もともと存在していた作業用の貫通孔に、燃料デブリを把持する機構を持つ釣り竿式の装置を挿入した。取り出す量は1回につき3グラム以下で最大4回程度という小規模なものだ。この試験的取り出しは廃炉作業にとってどのような意義があるのか、そして課題や展望は何か。複数の専門家にインタビューした。
1人目は、政府の原子力損害賠償・廃炉等支援機構の上席技監で、同機構の「燃料デブリ取り出し工法評価小委員会」(デブリ小委)の委員長を務める更田豊志氏(前・原子力規制委員会委員長)だ。

――東電が燃料デブリの試験的取り出しに着手しました。どのような意義があるのでしょうか。

試験的取り出しの最大の意義は、東電および協力企業が将来の本格的な取り出しに向けての“実戦経験”を積めることにある。

燃料デブリの取り出しというのは、原子炉格納容器という密閉状態の構造物の中から、取り出したいものだけを取り出すという作業だ。
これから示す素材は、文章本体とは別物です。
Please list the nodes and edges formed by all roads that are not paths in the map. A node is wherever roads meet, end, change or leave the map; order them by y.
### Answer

ここで留意しなければならないことは、作業従事者が過度な被曝をしないようにすること、そして取り出したいもの以外のものが外部に出てこないようにすることだ。

これまで、福島第一原発の廃炉作業では、放射性物質を含んだダストの飛散で世の中を騒がせたことがあった。燃料デブリの取り出しは、そうした事態を回避しつつ、取り出したいものだけを取り出すという難しい作業になる。その経験を積めることにいちばんの意義がある。

試験的取り出しの最大の意義は「経験を積むこと」

そして2つ目の意義としては、取り出したデブリを運搬、保管、分析するという一連の作業の経験を積めることがある。3つ目としては、デブリに関する情報を得られることがある。

ただ、燃料デブリは1~3号機合計で約880トンあると言われ、その性状や成り立ちは一様ではない。原子炉圧力容器内に残っているデブリは溶けずに砂利のような形状をしているかもしれない。1979年に発生したアメリカのスリーマイル島原発の炉心溶融事故でも見つかったように、燃料棒が切り株のように折れている状態のものもあるだろう。
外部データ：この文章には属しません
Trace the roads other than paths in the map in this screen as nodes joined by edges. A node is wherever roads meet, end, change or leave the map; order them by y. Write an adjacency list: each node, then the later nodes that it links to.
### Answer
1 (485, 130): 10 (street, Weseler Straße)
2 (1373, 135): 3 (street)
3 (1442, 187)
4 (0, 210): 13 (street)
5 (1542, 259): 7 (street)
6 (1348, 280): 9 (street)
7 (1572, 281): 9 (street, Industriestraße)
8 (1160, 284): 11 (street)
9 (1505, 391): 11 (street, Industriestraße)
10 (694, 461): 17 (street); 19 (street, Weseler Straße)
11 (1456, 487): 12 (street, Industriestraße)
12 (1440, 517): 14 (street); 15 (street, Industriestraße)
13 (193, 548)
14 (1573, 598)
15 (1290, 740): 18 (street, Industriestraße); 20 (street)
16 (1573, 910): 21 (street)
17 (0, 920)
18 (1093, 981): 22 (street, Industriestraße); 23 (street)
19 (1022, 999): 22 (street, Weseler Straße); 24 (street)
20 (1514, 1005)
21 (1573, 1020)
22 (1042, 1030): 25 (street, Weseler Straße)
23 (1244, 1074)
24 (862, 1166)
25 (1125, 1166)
他方、核燃料が溶けて周りの金属と混合しているものもあれば、今回の試験的取り出しの対象となりそうな、コンクリートと混ざっているものもあるだろう。燃料デブリと言ってもさまざまだ。

そのうちのごく一部、3グラム以下の耳かき1杯分を取ってきたからといって、原発事故がどのように進展したかの解析が格段に進むわけでもない。これからの本格的取り出し作業全般にわたる重要な情報を得られるとまでは期待していない。今回、着手した2号機でも違った場所、たとえば格納容器の上部とか、圧力容器の中から取り出すことができれば、全体像はもう少しわかってくるかもしれない。

――今回の試験的取り出しでは、準備作業でガイドパイプを並べる順番を間違えたうえ、東電や元請け企業がその確認をしておらず、一時中断に追い込まれました。
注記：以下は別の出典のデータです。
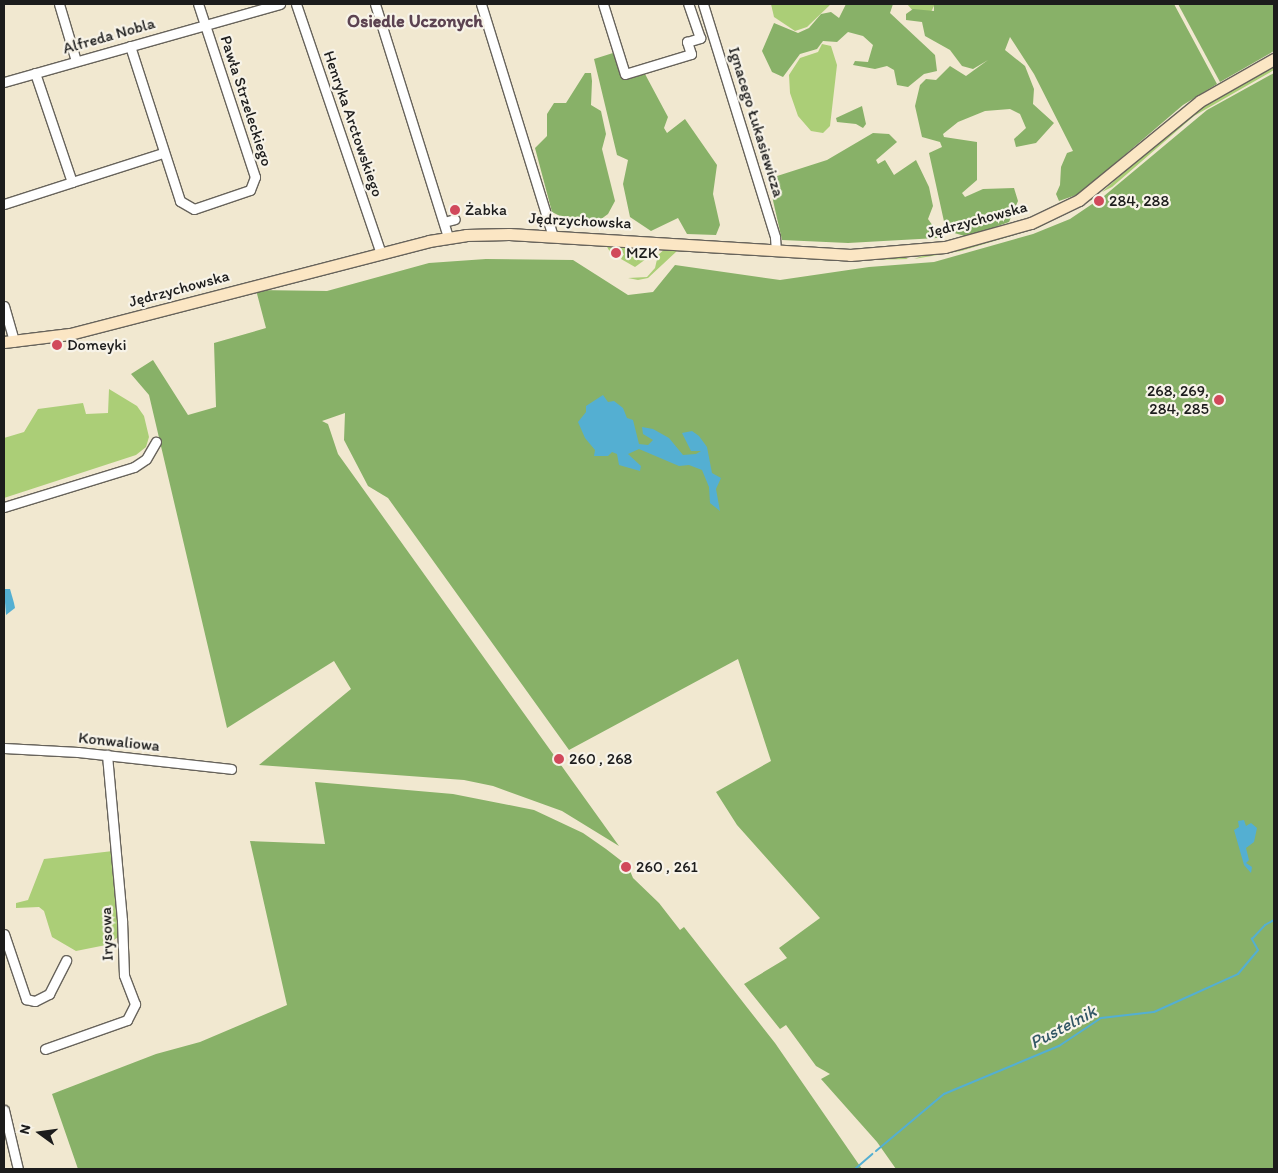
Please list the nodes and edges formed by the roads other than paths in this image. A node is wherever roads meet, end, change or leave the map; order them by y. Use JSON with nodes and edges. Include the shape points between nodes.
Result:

東電の現場把握が十分でなかったと指摘されているが、原因をあまり簡略化すべきではない。現場については東電よりも協力企業のほうが熟知しており、現場力の低下によるものではない。

悔やまれるのは、取り出し装置を設計する際に、現場作業にもう少し配慮した設計をしていればよかったということだ。先頭に当たる1番目のガイドパイプには穴がなかった一方、2~4番目には前後とつなぎ合わせるために穴が開けられていた。1番目にも穴を開けていれば順番にこだわらずにつなぎ合わせることができ、作業ミスを防げたかもしれない。

ふけたとよし/1987年東京工業大学大学院・理工学研究科博士課程修了。同年日本原子力研究所入所。その後、日本原子力研究開発機構・安全研究センター副センター長などを経て、2012年原子力規制委員会委員。2017年から2022年まで原子力規制委員会委員長。2023年東京大学大学院・原子力国際専攻上席研究員。2024年原子力損害賠償・廃炉等支援機構上席技監(撮影:今 祥雄)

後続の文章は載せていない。